Health Care Insurance Rescission – Is Blue Cross the Only One?
On May 11, 2007 Blue Cross agreed to a settlement in a class action claiming that it had wrongfully rescinded individual medical policies when the applicants had made honest mistakes or inadvertent errors in the application procedures. Blue Cross agreed to review all the rescissions since late 2001 and to pay medical bills under the original policy unless the applicant was willfully misleading and intended to deceive them in the application. It also agreed to use that standard in considering all future cancellations.
Complaints have charged that Blue Cross often waited until the applicant made a claim for coverage of a serious condition before canceling a medical policy. This practice left people uninsured at the worst possible time. As Blue Cross, part of Indianapolis-based WellPoint, Inc., is the largest health insurer in California, its practices affected a large number of people.
Blue Cross is not the only insurance company to rescind individual health coverage policies because of inadvertent errors, confusion, or honest mistakes, however. A recent Los Angeles Times article predicted that Blue Cross’s agreement to change its practices will send shock waves through the health insurance industry that, up to now, has been united in the argument that it needs to be able to rescind policies for honest mistakes in order to protect against fraud.

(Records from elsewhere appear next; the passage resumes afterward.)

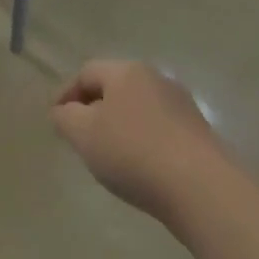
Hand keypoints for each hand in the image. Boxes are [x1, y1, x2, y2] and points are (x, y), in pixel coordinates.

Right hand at [51, 60, 224, 221]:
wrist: (202, 188)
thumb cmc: (134, 153)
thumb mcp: (85, 134)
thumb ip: (65, 118)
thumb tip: (62, 110)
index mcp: (127, 71)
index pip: (86, 72)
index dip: (66, 93)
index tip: (55, 120)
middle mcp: (156, 78)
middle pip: (115, 87)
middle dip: (93, 108)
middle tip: (79, 136)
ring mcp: (182, 104)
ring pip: (138, 107)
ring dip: (119, 125)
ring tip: (108, 155)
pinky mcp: (198, 132)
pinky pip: (159, 128)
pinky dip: (142, 140)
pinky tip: (140, 166)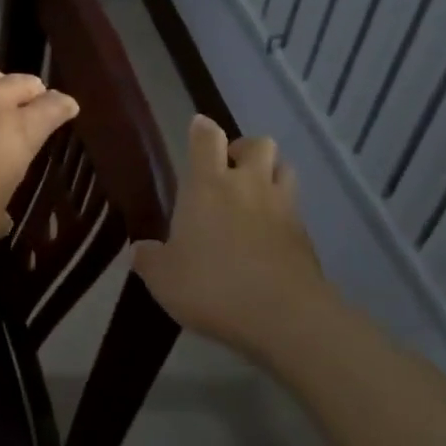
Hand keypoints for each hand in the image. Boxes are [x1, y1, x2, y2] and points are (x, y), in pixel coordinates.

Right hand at [132, 115, 335, 358]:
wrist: (283, 315)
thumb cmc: (213, 286)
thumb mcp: (164, 279)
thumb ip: (150, 259)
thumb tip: (140, 249)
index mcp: (209, 185)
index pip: (207, 137)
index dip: (202, 129)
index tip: (198, 130)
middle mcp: (248, 185)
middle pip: (258, 143)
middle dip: (244, 149)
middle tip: (230, 170)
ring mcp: (282, 207)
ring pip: (284, 169)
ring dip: (270, 174)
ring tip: (255, 196)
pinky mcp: (305, 235)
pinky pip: (295, 209)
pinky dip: (283, 213)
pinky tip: (270, 237)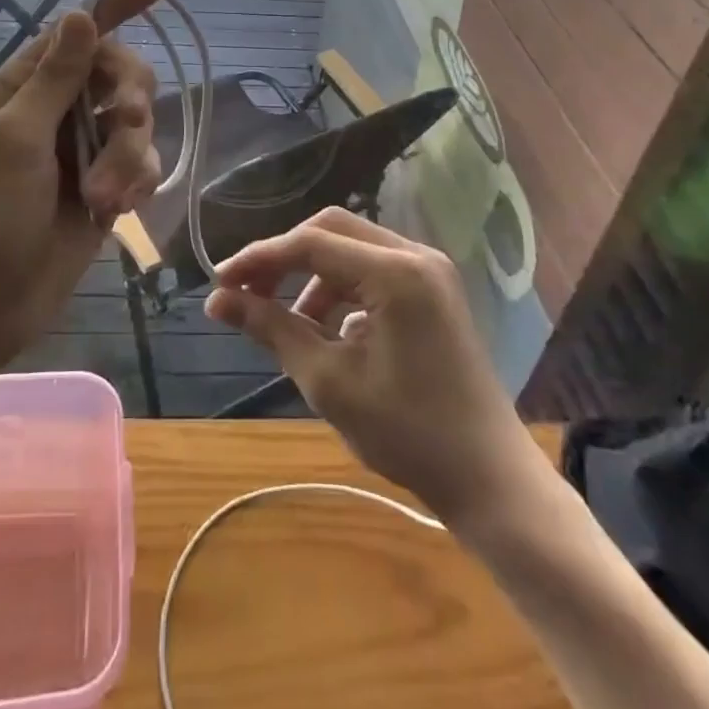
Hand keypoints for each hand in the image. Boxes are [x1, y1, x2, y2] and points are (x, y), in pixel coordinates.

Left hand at [0, 0, 166, 364]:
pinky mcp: (105, 187)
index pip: (81, 31)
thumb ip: (55, 77)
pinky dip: (135, 183)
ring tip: (102, 198)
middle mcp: (59, 110)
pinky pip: (143, 165)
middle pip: (124, 75)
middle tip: (129, 127)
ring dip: (129, 158)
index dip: (120, 3)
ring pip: (139, 124)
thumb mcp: (15, 139)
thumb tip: (80, 14)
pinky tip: (114, 211)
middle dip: (132, 102)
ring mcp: (85, 150)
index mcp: (27, 87)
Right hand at [205, 208, 541, 524]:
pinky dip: (341, 287)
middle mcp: (415, 254)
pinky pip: (373, 268)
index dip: (260, 258)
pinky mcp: (433, 288)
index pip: (311, 243)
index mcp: (395, 272)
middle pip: (331, 229)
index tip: (220, 282)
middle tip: (246, 291)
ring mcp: (429, 269)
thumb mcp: (329, 381)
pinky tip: (328, 328)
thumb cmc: (409, 434)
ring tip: (284, 320)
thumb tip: (217, 300)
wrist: (490, 479)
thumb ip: (273, 329)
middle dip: (284, 257)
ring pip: (351, 246)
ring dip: (311, 273)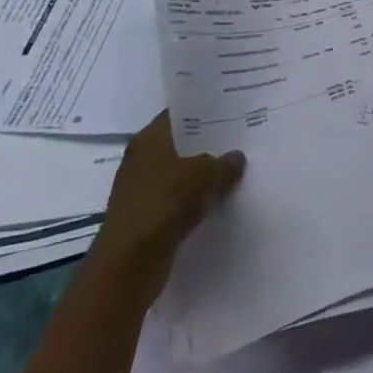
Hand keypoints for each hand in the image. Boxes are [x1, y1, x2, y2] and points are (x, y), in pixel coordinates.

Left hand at [91, 113, 244, 303]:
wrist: (130, 262)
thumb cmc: (164, 204)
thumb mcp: (205, 175)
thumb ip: (224, 163)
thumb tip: (236, 158)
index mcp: (149, 139)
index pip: (180, 114)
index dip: (205, 111)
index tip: (232, 110)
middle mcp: (142, 159)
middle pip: (181, 144)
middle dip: (209, 143)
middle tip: (242, 138)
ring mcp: (142, 188)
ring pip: (182, 172)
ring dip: (204, 174)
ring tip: (237, 167)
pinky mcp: (148, 215)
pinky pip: (179, 198)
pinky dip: (197, 198)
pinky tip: (221, 197)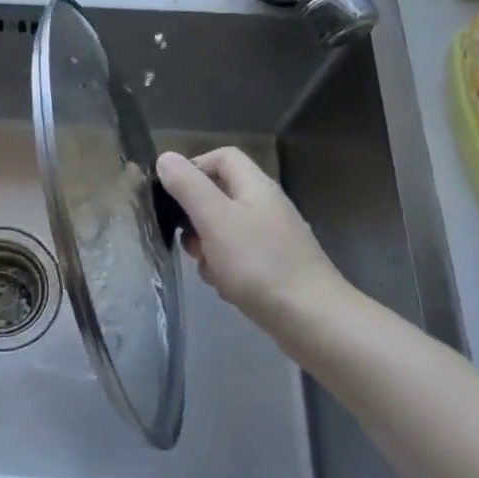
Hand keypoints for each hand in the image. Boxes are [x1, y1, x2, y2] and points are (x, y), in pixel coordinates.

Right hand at [155, 147, 350, 330]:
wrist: (313, 320)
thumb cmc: (259, 264)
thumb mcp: (215, 220)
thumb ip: (188, 186)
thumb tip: (165, 157)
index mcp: (255, 186)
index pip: (222, 157)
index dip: (194, 167)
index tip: (173, 195)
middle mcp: (266, 206)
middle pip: (220, 195)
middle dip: (196, 218)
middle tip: (189, 241)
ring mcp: (273, 237)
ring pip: (225, 230)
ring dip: (208, 248)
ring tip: (209, 270)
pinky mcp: (275, 266)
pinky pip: (239, 257)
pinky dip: (226, 269)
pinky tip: (226, 288)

Other major health insurers in California include Blue Shield, Kaiser, Aetna, and Health Net. Complaints of wrongful and unfair cancellations have been filed against several of those companies as well as Blue Shield. Those companies have not yet agreed to change their policy-rescission practices and to stop canceling policies because of mistakes. Patient advocates, the California insurance Commission, and the California Department of Managed Health Care all agree that insurance companies are only allowed under the law to cancel individual health policies for willful misrepresentation by the applicant. So there’s a long way to go before this issue is fully resolved in California.